[Stored items]
=== Section Start ===

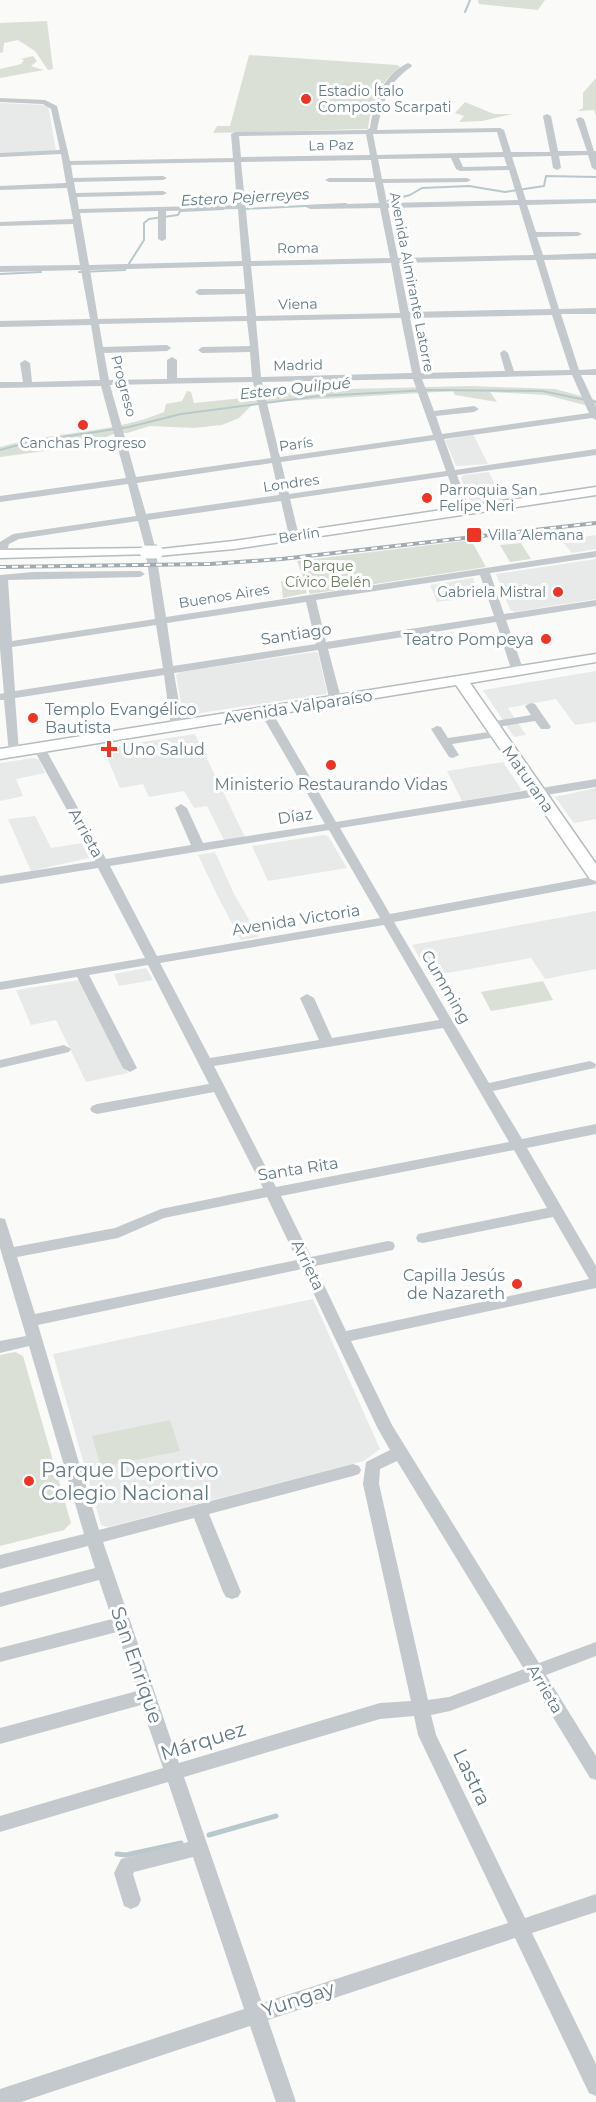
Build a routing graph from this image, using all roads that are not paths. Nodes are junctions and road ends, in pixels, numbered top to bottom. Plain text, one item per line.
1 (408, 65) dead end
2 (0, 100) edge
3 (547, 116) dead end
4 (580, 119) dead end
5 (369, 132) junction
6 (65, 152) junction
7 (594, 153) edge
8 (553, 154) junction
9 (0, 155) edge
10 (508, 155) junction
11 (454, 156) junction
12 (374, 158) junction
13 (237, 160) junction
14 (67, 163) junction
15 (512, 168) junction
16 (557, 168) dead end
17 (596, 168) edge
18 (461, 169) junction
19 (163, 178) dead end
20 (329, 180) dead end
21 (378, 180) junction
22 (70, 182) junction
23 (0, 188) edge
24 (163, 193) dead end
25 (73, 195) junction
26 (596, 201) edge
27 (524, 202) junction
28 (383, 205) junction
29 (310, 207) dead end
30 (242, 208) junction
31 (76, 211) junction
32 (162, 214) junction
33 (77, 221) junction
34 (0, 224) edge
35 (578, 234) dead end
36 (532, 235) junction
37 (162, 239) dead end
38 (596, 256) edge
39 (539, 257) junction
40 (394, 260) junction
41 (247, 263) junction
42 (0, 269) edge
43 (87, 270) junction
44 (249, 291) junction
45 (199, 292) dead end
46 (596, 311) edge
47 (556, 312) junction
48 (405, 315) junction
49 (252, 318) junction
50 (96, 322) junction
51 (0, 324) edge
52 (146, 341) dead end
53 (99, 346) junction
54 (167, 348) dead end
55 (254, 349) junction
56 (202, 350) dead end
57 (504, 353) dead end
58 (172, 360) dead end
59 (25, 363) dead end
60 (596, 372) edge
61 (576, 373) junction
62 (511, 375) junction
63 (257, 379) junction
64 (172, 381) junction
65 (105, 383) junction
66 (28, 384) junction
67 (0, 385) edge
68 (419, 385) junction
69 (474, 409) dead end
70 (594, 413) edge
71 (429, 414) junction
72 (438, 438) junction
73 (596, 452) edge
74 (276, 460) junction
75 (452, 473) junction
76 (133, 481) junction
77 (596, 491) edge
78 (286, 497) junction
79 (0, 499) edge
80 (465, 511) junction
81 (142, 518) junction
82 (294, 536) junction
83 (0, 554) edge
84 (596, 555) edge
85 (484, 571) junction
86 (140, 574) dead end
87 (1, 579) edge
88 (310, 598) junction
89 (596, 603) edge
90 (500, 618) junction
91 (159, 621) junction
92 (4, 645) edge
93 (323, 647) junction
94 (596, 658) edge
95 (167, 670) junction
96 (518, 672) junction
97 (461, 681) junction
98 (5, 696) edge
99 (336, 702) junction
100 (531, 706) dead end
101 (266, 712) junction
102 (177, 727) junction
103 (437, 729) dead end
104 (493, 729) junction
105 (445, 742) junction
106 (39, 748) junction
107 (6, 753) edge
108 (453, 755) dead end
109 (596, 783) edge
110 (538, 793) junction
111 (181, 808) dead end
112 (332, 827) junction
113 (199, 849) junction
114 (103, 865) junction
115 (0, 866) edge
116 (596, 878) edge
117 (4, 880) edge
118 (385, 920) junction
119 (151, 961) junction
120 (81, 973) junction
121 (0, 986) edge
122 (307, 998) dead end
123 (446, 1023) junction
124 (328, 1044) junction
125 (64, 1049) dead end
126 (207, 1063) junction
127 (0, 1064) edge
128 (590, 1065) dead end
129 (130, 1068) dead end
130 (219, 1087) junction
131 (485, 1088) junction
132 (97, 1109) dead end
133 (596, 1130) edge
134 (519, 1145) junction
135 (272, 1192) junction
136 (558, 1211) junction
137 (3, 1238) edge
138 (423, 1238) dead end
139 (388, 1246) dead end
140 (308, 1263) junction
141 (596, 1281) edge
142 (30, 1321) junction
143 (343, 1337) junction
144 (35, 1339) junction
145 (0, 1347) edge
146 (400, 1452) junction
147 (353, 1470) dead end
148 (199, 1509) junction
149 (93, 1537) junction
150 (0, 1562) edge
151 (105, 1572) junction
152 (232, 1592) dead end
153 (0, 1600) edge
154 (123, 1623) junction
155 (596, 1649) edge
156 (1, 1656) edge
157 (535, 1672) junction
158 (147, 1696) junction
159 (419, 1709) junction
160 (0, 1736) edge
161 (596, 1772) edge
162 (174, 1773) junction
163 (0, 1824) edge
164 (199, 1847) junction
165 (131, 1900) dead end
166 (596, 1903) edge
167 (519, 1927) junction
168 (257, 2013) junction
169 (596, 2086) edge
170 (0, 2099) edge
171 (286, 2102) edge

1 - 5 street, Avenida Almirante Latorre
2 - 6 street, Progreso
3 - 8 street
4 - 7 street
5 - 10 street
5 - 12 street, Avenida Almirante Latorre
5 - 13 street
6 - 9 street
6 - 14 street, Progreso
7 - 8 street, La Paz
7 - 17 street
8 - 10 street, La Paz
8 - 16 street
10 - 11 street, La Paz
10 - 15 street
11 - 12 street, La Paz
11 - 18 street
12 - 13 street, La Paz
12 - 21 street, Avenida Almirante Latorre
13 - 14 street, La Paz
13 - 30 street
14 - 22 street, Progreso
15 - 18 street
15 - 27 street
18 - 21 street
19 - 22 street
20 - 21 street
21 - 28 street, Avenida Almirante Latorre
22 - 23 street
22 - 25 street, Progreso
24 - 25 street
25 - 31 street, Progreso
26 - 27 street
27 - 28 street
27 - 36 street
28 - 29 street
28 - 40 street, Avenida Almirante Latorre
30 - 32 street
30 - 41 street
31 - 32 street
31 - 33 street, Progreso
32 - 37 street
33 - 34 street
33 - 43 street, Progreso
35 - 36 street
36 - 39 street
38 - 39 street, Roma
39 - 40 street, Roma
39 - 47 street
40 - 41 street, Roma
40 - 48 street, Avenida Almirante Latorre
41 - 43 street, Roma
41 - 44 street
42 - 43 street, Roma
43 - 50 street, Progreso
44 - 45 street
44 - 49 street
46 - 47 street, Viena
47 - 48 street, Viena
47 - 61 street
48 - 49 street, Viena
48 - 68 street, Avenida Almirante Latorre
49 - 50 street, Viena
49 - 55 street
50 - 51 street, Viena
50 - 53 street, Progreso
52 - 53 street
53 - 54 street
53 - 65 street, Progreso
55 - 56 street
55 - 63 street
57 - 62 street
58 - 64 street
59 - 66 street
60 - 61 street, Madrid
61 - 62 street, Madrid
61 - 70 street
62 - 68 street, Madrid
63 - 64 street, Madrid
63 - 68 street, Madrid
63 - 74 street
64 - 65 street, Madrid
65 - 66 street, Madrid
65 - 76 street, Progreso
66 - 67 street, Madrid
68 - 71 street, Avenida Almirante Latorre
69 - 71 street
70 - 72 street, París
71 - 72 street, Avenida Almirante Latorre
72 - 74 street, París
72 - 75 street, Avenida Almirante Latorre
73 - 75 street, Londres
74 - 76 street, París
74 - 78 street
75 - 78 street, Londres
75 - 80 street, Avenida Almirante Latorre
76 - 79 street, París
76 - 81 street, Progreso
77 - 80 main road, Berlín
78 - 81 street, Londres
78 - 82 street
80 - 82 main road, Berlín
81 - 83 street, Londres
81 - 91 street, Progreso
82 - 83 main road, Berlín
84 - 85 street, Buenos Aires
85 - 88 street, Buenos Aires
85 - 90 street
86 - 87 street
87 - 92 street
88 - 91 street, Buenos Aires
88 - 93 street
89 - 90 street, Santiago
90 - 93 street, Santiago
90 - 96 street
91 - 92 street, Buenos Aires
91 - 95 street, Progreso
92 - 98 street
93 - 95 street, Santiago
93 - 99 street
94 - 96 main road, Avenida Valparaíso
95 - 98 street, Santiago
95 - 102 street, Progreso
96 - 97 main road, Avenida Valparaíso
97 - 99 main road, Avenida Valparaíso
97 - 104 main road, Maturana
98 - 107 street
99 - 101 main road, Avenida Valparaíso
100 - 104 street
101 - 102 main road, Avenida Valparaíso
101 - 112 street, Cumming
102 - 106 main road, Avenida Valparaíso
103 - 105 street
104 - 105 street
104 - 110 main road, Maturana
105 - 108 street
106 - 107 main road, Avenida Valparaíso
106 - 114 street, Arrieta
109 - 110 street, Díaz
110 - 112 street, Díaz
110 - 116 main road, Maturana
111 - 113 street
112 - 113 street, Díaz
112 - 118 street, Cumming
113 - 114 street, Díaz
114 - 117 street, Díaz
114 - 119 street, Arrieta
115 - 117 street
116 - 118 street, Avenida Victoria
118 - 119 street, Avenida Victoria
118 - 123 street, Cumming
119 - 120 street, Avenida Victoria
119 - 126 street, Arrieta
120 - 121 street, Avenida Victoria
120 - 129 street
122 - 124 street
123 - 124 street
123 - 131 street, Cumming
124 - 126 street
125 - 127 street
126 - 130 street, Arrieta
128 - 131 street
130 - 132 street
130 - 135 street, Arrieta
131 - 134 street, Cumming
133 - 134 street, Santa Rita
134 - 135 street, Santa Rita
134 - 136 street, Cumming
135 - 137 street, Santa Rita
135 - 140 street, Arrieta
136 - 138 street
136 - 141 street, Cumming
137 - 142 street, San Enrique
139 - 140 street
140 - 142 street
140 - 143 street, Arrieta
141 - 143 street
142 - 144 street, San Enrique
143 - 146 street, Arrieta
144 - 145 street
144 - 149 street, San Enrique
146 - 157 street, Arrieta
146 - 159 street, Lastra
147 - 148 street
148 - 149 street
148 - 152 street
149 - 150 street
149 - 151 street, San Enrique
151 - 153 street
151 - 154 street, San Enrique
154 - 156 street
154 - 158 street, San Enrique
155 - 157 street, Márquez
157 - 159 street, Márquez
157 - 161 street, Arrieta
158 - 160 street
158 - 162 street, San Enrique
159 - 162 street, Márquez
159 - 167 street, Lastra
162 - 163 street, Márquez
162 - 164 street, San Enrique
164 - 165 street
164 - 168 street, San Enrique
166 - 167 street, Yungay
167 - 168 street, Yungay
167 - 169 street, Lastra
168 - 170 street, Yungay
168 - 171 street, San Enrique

=== Section End ===

◆ WHAT THE EXERCISE ASKS:
When a line in the records above contains the word "Almirante", copy it.

◆ OUTPUT FOR THIS EXERCISE:
1 - 5 street, Avenida Almirante Latorre
5 - 12 street, Avenida Almirante Latorre
12 - 21 street, Avenida Almirante Latorre
21 - 28 street, Avenida Almirante Latorre
28 - 40 street, Avenida Almirante Latorre
40 - 48 street, Avenida Almirante Latorre
48 - 68 street, Avenida Almirante Latorre
68 - 71 street, Avenida Almirante Latorre
71 - 72 street, Avenida Almirante Latorre
72 - 75 street, Avenida Almirante Latorre
75 - 80 street, Avenida Almirante Latorre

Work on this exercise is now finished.